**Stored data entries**

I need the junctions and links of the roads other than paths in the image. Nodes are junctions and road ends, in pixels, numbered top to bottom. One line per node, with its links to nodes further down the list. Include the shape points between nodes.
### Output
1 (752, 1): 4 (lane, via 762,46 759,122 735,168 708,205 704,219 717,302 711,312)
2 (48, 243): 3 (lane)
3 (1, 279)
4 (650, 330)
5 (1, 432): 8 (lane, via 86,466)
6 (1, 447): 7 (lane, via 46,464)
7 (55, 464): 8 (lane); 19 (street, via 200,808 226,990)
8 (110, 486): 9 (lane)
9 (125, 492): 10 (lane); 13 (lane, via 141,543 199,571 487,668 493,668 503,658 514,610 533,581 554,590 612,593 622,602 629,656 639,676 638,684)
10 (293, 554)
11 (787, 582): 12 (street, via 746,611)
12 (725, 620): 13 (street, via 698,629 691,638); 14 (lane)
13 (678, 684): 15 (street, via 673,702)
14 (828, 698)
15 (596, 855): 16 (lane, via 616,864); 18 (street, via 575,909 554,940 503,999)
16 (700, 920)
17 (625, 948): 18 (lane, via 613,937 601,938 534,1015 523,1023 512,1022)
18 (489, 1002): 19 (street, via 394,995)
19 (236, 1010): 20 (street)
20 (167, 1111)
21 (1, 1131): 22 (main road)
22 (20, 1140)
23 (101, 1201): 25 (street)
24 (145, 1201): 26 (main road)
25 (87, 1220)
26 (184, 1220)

**EXERCISE**
Each record above should be repeated exactly as it appears.

**EXPECTED ANSWER**
I need the junctions and links of the roads other than paths in the image. Nodes are junctions and road ends, in pixels, numbered top to bottom. One line per node, with its links to nodes further down the list. Include the shape points between nodes.
### Output
1 (752, 1): 4 (lane, via 762,46 759,122 735,168 708,205 704,219 717,302 711,312)
2 (48, 243): 3 (lane)
3 (1, 279)
4 (650, 330)
5 (1, 432): 8 (lane, via 86,466)
6 (1, 447): 7 (lane, via 46,464)
7 (55, 464): 8 (lane); 19 (street, via 200,808 226,990)
8 (110, 486): 9 (lane)
9 (125, 492): 10 (lane); 13 (lane, via 141,543 199,571 487,668 493,668 503,658 514,610 533,581 554,590 612,593 622,602 629,656 639,676 638,684)
10 (293, 554)
11 (787, 582): 12 (street, via 746,611)
12 (725, 620): 13 (street, via 698,629 691,638); 14 (lane)
13 (678, 684): 15 (street, via 673,702)
14 (828, 698)
15 (596, 855): 16 (lane, via 616,864); 18 (street, via 575,909 554,940 503,999)
16 (700, 920)
17 (625, 948): 18 (lane, via 613,937 601,938 534,1015 523,1023 512,1022)
18 (489, 1002): 19 (street, via 394,995)
19 (236, 1010): 20 (street)
20 (167, 1111)
21 (1, 1131): 22 (main road)
22 (20, 1140)
23 (101, 1201): 25 (street)
24 (145, 1201): 26 (main road)
25 (87, 1220)
26 (184, 1220)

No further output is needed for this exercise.